What brings me outdoors, this frigid Saturday evening,

When the cloudless, crystalline sky

Is teeming with crabs, bears, crows, lions, fishes, dogs —

Constellations bearing archaic mythological names

(Cancer, Ursa Major, Corvus, Leo, Pisces, Canis Minor) —

Is my Weber barbecue kettle,

On which I'm slowly grilling a whole fillet of steelhead trout.

 

The reason I need to wear my parka is obvious,

From the steam spewing from my nose, with each breath.

I absorb heat from the flickering red briquettes

As well as from the glass of Chianti my right hand raises,

Yet I savor each second of this exquisite Wisconsin crispness,

Knowing, sadly, that these are my last hours here until May

And that tomorrow night, I'll be back in my unnatural city.

 

Suddenly, volleys of otherworldy sounds —

Moans, groans, growls, howls, barks, screams, roars...

Something eerie, foreboding, weird I've never heard firsthand —

Are so close that it terrifies me,

Shatters my concentration on what I'm cooking,

Causes me to spin around, violently, in the direction of the lake,

From which the menagerie of caterwauling abounds.

 

Lake Nebagamon is in complete upheaval.

Within minutes, my mystification, stupefaction turns to knowing.

I've read about how, when lakes refreeze

(As this one is, after a week of fifty- and sixty-degree heat),

They sound off. I'm in the presence of a lake-quake.

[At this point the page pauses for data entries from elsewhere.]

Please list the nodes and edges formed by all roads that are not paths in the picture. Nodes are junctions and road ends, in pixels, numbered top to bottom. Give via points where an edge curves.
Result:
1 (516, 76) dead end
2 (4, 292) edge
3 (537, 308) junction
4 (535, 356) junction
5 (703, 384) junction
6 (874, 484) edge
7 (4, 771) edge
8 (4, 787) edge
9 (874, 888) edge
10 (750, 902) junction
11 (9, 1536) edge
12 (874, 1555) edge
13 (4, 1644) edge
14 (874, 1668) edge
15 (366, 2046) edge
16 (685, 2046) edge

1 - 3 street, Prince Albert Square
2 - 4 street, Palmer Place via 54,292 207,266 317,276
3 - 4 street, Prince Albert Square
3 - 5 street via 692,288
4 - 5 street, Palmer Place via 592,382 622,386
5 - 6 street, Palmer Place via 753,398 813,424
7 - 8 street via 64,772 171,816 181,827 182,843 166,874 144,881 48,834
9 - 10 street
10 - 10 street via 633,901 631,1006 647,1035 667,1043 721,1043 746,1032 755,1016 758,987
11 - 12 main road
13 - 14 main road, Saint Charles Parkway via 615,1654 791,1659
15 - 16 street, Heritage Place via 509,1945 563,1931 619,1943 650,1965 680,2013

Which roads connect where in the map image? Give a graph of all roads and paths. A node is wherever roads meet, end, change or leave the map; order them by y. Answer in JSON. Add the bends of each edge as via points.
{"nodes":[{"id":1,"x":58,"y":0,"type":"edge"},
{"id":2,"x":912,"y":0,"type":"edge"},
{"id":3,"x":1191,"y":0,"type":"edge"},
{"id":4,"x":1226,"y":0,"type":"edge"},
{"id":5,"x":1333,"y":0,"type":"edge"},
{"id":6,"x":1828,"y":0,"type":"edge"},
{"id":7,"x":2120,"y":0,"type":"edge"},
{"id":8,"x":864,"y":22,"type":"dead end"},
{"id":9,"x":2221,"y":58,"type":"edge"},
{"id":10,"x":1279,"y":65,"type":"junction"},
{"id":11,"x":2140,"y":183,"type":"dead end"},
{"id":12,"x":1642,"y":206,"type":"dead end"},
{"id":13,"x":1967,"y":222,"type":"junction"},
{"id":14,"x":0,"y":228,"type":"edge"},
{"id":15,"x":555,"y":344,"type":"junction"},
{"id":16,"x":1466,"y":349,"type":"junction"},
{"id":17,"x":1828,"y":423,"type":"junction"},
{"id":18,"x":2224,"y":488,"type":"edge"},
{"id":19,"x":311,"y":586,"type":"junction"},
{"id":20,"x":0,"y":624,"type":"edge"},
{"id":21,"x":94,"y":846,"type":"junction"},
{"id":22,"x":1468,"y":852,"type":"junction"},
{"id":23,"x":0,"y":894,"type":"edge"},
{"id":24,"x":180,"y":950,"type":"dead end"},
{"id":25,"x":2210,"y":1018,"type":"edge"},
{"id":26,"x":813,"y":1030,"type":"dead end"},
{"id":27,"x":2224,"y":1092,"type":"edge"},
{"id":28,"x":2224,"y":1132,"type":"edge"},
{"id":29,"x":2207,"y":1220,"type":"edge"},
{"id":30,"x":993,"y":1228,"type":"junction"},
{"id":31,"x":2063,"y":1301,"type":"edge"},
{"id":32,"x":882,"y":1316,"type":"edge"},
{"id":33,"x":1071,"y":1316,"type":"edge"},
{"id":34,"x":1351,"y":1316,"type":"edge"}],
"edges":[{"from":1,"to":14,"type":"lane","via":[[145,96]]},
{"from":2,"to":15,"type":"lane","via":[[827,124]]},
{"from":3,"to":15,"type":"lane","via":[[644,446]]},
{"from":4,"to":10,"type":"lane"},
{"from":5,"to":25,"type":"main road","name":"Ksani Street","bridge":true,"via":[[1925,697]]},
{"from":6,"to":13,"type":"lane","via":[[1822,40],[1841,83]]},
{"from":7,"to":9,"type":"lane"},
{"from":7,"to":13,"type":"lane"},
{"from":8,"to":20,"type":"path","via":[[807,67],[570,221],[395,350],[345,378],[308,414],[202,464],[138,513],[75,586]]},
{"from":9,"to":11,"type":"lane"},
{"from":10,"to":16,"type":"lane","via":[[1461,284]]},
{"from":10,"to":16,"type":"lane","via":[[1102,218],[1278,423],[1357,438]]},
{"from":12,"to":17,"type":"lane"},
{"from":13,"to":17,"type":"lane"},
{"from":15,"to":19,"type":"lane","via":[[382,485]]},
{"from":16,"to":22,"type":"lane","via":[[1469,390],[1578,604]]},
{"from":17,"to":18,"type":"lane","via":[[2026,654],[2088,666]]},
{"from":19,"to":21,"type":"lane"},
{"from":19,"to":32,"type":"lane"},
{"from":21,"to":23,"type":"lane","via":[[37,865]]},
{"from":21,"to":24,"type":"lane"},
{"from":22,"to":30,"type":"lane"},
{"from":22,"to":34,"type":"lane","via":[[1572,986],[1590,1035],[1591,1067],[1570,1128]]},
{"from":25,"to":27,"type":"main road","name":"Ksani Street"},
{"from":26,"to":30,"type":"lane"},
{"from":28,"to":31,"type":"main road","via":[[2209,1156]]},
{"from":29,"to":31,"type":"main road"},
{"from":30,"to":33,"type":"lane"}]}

Sheets of ice are crazily contracting tectonic plates

Pressing aggressively against each other, articulating their stress.

 

The lake is giving voice, from deep below its soul,

To all those starry creatures that inhabit the celestial wilderness,

As though there were no distance separating it from the sky.

While my fish finishes broiling,

I listen, astonished, to this cosmic-aquatic cacophony,

And delight in hearing nature recite another living chapter

In its book of myths from the time before man's existence.